__DATA TO EXAMINE__

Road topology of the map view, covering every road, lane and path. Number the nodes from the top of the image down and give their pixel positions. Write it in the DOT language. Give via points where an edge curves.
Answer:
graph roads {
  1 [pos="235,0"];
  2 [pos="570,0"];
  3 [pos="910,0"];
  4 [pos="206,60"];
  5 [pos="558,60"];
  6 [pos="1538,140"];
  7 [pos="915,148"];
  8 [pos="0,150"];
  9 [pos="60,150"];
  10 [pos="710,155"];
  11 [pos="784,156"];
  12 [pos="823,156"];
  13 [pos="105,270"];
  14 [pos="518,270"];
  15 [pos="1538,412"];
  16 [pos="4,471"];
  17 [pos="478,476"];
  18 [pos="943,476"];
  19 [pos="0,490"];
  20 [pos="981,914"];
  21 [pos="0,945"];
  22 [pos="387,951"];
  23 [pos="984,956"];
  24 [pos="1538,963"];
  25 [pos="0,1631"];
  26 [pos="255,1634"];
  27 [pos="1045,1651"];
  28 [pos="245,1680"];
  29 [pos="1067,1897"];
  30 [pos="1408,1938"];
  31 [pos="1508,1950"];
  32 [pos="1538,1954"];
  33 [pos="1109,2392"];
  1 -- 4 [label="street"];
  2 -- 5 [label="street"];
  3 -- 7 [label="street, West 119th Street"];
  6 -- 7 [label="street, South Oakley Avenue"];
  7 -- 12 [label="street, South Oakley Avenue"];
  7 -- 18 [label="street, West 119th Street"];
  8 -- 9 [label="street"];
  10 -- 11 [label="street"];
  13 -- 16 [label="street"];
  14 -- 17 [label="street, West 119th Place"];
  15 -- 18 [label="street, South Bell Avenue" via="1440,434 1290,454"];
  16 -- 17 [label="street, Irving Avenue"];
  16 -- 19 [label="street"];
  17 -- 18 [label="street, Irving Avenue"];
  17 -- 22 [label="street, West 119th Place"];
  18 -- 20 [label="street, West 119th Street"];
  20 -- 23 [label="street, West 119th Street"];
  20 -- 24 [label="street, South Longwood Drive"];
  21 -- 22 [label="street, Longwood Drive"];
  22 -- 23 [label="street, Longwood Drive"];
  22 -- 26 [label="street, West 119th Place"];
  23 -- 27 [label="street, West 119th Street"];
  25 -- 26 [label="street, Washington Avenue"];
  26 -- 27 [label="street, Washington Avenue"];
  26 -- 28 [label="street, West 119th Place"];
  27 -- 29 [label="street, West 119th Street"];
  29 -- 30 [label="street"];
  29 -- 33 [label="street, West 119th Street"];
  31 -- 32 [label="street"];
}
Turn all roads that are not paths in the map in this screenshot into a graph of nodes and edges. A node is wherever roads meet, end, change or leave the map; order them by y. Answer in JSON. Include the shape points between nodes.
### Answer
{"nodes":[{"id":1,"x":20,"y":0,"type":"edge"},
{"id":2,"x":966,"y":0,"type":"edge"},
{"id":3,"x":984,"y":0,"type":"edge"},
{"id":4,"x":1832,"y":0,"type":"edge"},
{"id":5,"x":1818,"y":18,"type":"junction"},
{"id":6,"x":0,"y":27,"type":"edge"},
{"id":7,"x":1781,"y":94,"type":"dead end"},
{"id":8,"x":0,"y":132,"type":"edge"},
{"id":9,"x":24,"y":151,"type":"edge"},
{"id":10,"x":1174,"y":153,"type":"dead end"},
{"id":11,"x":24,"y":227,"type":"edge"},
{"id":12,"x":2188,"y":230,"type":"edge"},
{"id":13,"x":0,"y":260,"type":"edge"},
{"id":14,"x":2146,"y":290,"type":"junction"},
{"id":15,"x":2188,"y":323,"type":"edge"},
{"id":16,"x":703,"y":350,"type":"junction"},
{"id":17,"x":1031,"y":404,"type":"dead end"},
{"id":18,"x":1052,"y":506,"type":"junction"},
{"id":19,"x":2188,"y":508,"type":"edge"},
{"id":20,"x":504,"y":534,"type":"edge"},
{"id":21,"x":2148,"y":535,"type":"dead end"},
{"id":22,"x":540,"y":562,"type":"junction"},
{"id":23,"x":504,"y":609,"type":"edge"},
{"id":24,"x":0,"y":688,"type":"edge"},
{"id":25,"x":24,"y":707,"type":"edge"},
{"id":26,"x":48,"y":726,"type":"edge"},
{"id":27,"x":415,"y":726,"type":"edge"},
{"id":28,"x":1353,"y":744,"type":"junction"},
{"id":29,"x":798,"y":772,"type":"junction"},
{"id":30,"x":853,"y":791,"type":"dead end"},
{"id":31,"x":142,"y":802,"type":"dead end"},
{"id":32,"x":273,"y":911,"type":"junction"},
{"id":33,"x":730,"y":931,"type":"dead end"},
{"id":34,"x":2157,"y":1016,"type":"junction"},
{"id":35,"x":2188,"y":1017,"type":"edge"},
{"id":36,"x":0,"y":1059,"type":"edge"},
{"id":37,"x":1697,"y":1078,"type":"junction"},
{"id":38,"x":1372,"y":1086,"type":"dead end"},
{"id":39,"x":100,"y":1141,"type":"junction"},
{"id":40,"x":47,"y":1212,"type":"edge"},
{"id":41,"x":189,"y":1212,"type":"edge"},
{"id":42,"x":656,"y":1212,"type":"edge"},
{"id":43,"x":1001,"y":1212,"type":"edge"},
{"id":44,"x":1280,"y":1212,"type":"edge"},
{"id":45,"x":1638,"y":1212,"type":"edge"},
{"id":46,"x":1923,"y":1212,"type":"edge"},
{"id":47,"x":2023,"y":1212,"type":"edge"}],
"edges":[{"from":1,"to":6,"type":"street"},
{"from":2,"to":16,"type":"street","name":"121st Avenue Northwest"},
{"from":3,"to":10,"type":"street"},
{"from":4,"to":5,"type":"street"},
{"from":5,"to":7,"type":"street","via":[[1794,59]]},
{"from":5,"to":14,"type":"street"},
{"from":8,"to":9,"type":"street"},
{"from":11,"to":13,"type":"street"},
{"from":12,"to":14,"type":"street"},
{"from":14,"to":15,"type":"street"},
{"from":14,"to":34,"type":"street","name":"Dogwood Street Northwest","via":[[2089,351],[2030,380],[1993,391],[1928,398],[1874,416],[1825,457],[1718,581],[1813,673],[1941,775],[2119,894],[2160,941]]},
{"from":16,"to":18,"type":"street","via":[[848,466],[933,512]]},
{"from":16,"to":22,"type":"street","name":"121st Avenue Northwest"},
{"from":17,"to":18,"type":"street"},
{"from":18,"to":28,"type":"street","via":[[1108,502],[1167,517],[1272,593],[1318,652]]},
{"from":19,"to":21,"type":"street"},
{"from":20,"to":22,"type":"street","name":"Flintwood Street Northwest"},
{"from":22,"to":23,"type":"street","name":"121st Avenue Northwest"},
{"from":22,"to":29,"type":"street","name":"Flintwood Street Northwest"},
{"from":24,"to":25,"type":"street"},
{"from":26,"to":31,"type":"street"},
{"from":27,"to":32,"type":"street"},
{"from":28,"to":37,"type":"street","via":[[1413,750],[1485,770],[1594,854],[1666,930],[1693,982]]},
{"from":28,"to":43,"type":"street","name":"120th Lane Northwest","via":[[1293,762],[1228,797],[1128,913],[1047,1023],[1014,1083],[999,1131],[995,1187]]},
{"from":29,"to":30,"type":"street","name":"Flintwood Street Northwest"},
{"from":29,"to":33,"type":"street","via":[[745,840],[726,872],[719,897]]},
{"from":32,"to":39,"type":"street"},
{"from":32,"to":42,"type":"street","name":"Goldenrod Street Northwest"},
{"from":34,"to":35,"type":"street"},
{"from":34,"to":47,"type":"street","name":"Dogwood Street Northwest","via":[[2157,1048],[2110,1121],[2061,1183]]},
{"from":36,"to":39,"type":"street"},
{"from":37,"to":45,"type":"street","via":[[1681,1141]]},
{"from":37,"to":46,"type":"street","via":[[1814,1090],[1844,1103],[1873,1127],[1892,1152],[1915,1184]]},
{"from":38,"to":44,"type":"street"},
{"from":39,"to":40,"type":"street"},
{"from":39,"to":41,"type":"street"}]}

__TASK REQUIREMENTS__
The expected output is every line of the records in which the string "Drive" appears.

__RESULT OF THIS TASK__
  20 -- 24 [label="street, South Longwood Drive"];
  21 -- 22 [label="street, Longwood Drive"];
  22 -- 23 [label="street, Longwood Drive"];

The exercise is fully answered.